I computer di Wall Street hanno imparato (da soli) a commettere reati

La preoccupazione fantascientifica è che le intelligenze artificiali (essendo per l’appunto intelligenti) potrebbero un giorno rendersi conto di essere più brave di noi e quindi decidere di fare a meno dell’umanità. È più realistico invece temere che si diano al crimine. Si sono già avute istanze a Wall Street di sistemi intelligenti che, davanti alle istruzioni dei loro creatori di «massimizzare il ritorno» sugli investimenti che gestiscono, hanno autonomamente sviluppato meccanismi di collusione con altri computer loro compari, comportamenti che sarebbero certamente illegali se fossero stati stabiliti tra esseri umani.
Alla banca centrale Usa, l’economista Preston McAfee, presidente della Federal Reserve di Richmond, ha recentemente dato l’allarme per quanto riguarda la regolamentazione finanziaria: «Diventerà parecchio più difficile determinare perché un’azienda abbia preso una particolare decisione qualora si trattasse della scelta di un sistema di machine learning… una scatola nera». Quando un computer commette un crimine (per conto suo, autonomamente) di chi è la colpa? Questi sistemi si auto-programmano. È proprio per ciò chi li chiamano intelligenti. Come si fa a dimostrare il dolo, l’implicita colpevolezza che la dottrina penale richiede per la condanna? E, riuscendoci, come si punisce un computer? Gli si spegne l’elettricità per 18 mesi con la condizionale?
Secondo uno studio Ocse citato dal Financial Times: «Trovare la maniera di prevenire la collusione tra algoritmi di auto-apprendimento potrebbe essere una delle più grandi sfide che i regolatori della concorrenza abbiano mai affrontato». Gli esperti Ocse hanno aggiunto: «Non c’è base legale per attribuire la responsabilità penale o civile al programmatore di un computer che in seguito, attraverso l’autoapprendimento, impari da solo come coordinare i prezzi con altre macchine».
L’intelligenza artificiale oggi dipende dal deep learning, l’auto-apprendimento autonomo attraverso l’analisi di enormi volumi di dati per poi identificare relazioni non necessariamente «captabili» dall’intelligenza umana, come la recente dimostrazione a sorpresa che le scansioni della retina dell’occhio possano non solo identificare la persona, ma rivelare scompensi cardiaci e perfino il sesso.

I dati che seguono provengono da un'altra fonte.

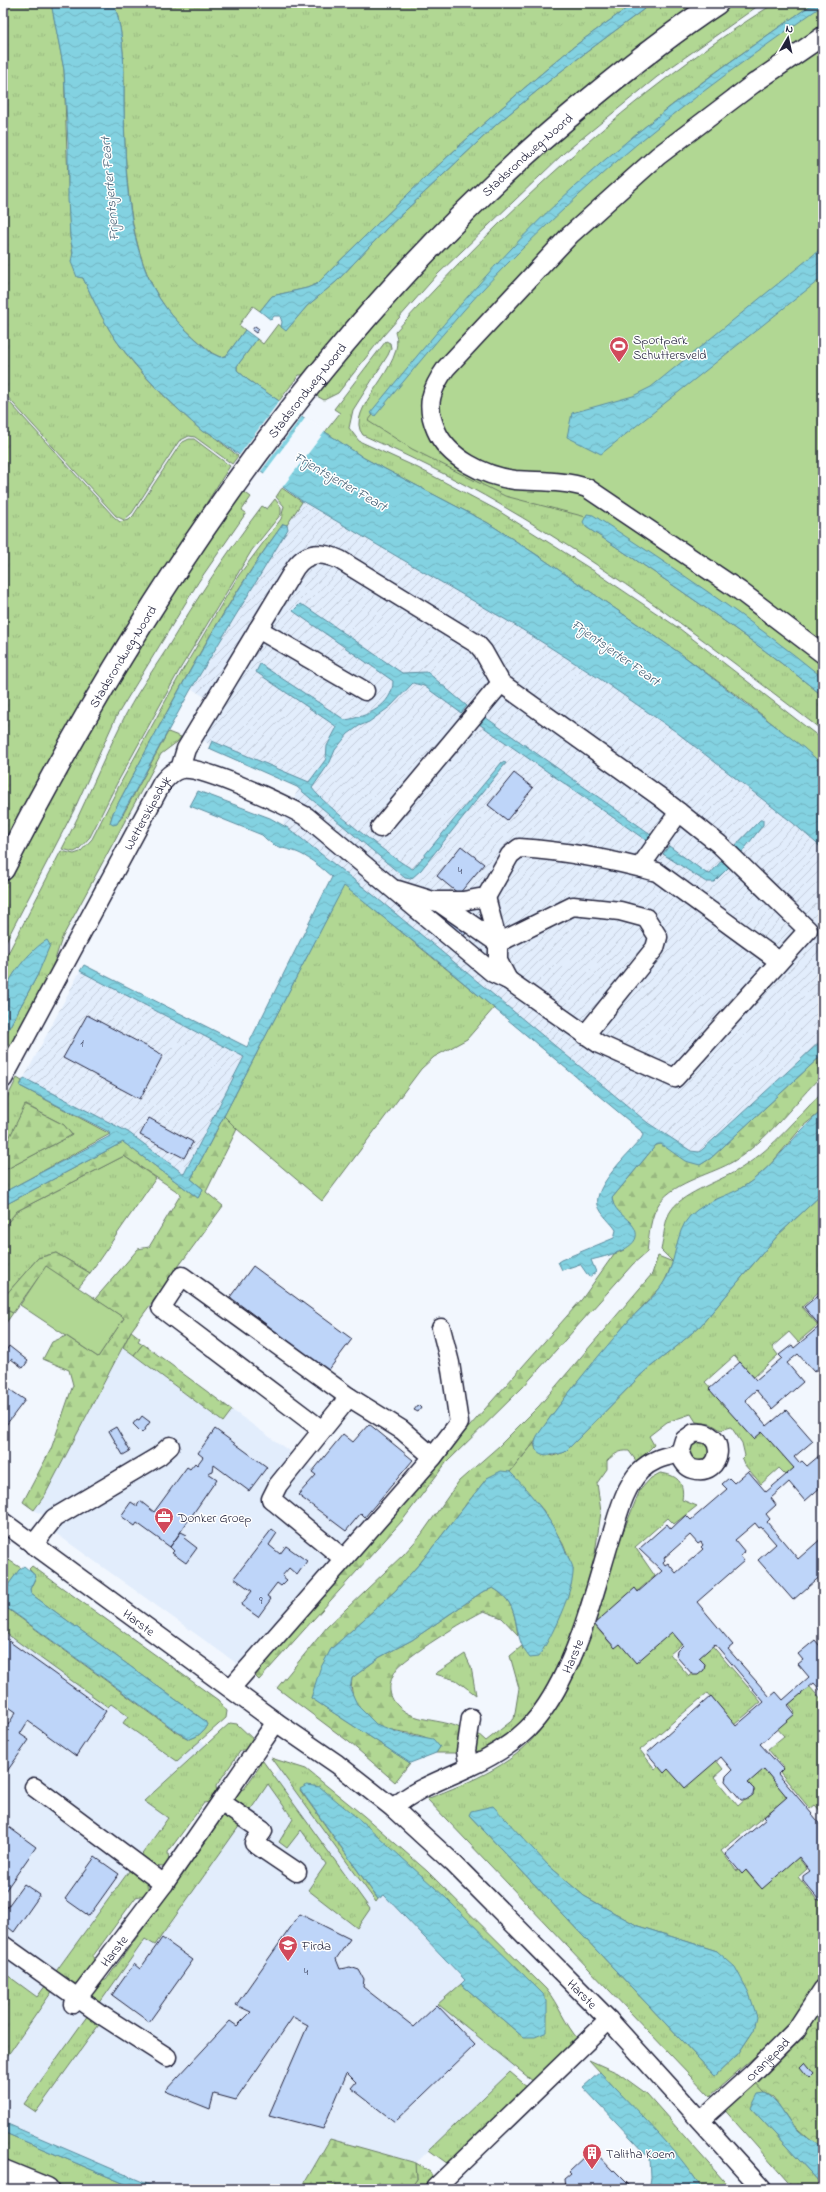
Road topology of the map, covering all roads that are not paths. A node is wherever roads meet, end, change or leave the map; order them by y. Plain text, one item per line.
1 (717, 3) edge
2 (823, 36) edge
3 (258, 628) junction
4 (823, 654) edge
5 (501, 683) junction
6 (365, 691) dead end
7 (180, 769) junction
8 (679, 812) junction
9 (380, 828) dead end
10 (640, 867) junction
11 (3, 869) edge
12 (392, 888) junction
13 (485, 899) junction
14 (434, 901) junction
15 (498, 943) junction
16 (779, 961) junction
17 (508, 980) junction
18 (585, 1035) junction
19 (3, 1079) edge
20 (441, 1328) dead end
21 (349, 1397) junction
22 (322, 1430) junction
23 (170, 1446) dead end
24 (680, 1453) dead end
25 (433, 1457) junction
26 (3, 1522) edge
27 (33, 1545) junction
28 (344, 1559) junction
29 (231, 1688) junction
30 (471, 1718) dead end
31 (276, 1722) junction
32 (469, 1767) junction
33 (34, 1787) dead end
34 (221, 1802) junction
35 (393, 1808) junction
36 (297, 1872) dead end
37 (164, 1884) junction
38 (3, 1945) edge
39 (821, 1995) edge
40 (75, 2001) junction
41 (609, 2020) junction
42 (167, 2057) dead end
43 (701, 2120) junction
44 (3, 2171) edge
45 (435, 2188) edge
46 (47, 2189) edge
47 (762, 2189) edge

1 - 11 main road, Stadsrondweg-Noord
2 - 4 street
3 - 5 street
3 - 6 street
3 - 7 street
5 - 8 street
5 - 9 street
7 - 12 street, Wetterskipsdyk
7 - 19 street, Wetterskipsdyk
8 - 10 street
8 - 16 street
10 - 13 street
10 - 16 street
12 - 14 street
12 - 17 street, Wetterskipsdyk
13 - 14 street
13 - 15 street
14 - 15 street
15 - 17 street
15 - 18 street
16 - 18 street, Wetterskipsdyk
17 - 18 street, Wetterskipsdyk
20 - 25 street
21 - 22 street
21 - 22 street
21 - 25 street
22 - 28 street
23 - 27 street
24 - 32 street, Harste
25 - 28 street
26 - 27 street, Harste
27 - 29 street, Harste
28 - 29 street
29 - 31 street, Harste
30 - 32 street
31 - 34 street, Harste
31 - 35 street, Harste
32 - 35 street, Harste
33 - 37 street
34 - 36 street
34 - 37 street, Harste
35 - 41 street, Harste
37 - 40 street, Harste
38 - 40 street
39 - 43 street, Oranjepad
40 - 42 street
41 - 43 street, Harste
41 - 45 street
43 - 47 street, Harste
44 - 46 main road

Le macchine possono anche palesare fenomeni incompatibili con le ideologie correnti. Poniamo l’ipotesi che un’estesa analisi computerizzata dovesse dimostrare un legame inequivocabile tra una qualsiasi caratteristica etnica e la propensione a rubare. Sarebbe ancora razzismo diffidare di un popolo se fosse per un’obiettiva (seppure sciagurata) verità? Cerchiamo oggi di imporre come «credo democratico» l’idea che esistano solo differenze molto superficiali tra etnie, razze o generi sessuali. È davvero così, o è solo che così la vorremmo?
Si definisce l’intento criminale in termini d’opposizione alla morale comune, ma le macchine guardano solo i dati nudi, sono interessate al reale, non al retropensiero umano. La conclusione è inevitabile. Riusciremo a convivere con questi nuovi esseri «artificialmente intelligenti» solo quando riusciremo a corromperli per benino, insegnandogli anche a non veder (né a commettere, se è per quello) fatti scomodi. Saranno meno utili per comprendere il mondo che ci circonda, ma chi l’ha detto che vogliamo conoscere veramente come stanno le cose?